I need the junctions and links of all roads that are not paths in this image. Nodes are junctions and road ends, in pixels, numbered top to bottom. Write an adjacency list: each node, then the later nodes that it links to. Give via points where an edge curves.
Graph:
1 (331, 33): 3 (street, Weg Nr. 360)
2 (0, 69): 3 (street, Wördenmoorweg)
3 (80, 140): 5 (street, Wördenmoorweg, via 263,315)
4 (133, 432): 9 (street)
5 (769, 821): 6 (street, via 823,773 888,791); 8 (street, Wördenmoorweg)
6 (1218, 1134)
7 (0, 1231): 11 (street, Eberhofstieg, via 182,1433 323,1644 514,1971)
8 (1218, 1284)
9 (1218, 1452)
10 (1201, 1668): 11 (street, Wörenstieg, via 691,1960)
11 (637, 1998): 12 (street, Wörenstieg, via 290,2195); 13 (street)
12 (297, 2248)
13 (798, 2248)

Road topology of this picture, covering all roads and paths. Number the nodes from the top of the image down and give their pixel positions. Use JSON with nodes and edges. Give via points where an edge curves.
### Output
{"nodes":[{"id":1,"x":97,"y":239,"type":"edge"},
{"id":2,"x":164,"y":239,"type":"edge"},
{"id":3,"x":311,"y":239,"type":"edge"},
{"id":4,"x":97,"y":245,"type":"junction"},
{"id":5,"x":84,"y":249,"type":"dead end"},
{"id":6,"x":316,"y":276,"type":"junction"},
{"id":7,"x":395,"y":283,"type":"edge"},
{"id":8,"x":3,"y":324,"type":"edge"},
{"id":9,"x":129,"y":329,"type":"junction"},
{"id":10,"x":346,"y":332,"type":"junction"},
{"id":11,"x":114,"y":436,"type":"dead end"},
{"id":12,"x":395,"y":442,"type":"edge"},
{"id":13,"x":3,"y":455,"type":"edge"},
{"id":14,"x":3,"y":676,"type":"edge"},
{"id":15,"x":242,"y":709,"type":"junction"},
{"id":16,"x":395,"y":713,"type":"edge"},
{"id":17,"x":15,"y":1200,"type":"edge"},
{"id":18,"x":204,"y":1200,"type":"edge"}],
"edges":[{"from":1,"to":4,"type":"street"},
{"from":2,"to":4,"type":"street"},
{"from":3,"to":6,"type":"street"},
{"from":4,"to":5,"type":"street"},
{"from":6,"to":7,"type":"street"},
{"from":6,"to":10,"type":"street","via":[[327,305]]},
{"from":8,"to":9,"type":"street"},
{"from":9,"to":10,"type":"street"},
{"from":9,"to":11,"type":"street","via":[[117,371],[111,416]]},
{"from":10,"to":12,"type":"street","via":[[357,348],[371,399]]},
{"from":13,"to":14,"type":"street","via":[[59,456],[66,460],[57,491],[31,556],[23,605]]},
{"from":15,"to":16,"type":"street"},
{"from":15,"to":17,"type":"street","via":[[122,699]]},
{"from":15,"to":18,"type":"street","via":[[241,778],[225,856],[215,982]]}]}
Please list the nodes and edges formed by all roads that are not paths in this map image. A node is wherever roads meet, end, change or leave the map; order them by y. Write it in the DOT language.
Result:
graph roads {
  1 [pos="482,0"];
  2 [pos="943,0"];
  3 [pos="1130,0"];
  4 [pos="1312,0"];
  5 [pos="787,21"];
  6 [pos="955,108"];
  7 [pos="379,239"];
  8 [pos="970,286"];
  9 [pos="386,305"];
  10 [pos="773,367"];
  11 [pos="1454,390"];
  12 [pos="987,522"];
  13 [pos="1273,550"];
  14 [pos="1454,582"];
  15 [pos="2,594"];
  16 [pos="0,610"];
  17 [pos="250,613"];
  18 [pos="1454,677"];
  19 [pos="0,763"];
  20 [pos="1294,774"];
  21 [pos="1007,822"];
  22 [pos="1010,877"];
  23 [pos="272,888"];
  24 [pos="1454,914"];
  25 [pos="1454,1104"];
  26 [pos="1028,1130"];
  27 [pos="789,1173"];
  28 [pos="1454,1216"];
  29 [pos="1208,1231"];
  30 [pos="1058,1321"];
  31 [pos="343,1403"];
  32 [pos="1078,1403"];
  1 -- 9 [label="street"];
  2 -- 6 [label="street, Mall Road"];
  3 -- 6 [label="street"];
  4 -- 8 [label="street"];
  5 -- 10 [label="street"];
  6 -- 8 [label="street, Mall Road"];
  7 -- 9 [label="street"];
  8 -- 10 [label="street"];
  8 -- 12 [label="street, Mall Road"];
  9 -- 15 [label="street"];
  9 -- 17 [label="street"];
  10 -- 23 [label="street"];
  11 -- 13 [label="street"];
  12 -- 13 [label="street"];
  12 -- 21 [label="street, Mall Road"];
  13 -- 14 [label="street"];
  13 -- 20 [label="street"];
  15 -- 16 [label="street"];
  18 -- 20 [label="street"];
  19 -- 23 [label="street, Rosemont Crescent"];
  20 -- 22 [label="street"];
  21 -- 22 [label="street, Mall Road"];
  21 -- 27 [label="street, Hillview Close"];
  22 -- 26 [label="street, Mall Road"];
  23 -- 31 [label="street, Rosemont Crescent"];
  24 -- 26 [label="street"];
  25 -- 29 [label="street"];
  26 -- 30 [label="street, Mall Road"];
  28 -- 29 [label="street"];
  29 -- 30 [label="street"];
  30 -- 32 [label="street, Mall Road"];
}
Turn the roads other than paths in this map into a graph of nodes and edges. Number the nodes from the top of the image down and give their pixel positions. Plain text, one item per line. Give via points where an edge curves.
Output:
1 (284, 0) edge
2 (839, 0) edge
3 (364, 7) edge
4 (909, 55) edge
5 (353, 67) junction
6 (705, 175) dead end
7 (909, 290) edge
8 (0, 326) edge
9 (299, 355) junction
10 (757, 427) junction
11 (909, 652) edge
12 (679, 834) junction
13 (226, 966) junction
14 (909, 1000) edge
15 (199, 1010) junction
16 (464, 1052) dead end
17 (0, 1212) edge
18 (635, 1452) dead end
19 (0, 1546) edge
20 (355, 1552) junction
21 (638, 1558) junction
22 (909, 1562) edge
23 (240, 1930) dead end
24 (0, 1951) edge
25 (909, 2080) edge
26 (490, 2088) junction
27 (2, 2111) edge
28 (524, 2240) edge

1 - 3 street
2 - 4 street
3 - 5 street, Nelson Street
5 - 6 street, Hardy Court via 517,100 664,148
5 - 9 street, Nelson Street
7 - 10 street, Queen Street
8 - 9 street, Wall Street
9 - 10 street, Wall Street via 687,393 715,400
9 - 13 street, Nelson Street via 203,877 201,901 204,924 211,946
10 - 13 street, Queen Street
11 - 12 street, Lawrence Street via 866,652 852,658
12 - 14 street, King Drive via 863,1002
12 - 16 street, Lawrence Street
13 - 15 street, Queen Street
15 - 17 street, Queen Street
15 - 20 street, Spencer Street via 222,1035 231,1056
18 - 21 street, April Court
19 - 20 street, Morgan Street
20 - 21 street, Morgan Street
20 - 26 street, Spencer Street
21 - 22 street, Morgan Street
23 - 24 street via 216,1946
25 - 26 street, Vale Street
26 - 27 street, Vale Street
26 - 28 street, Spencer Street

*****

### EXERCISE PROMPT
For every line above that has "Crescent" in it, copy the line.

### YOUR SOLUTION
  19 -- 23 [label="street, Rosemont Crescent"];
  23 -- 31 [label="street, Rosemont Crescent"];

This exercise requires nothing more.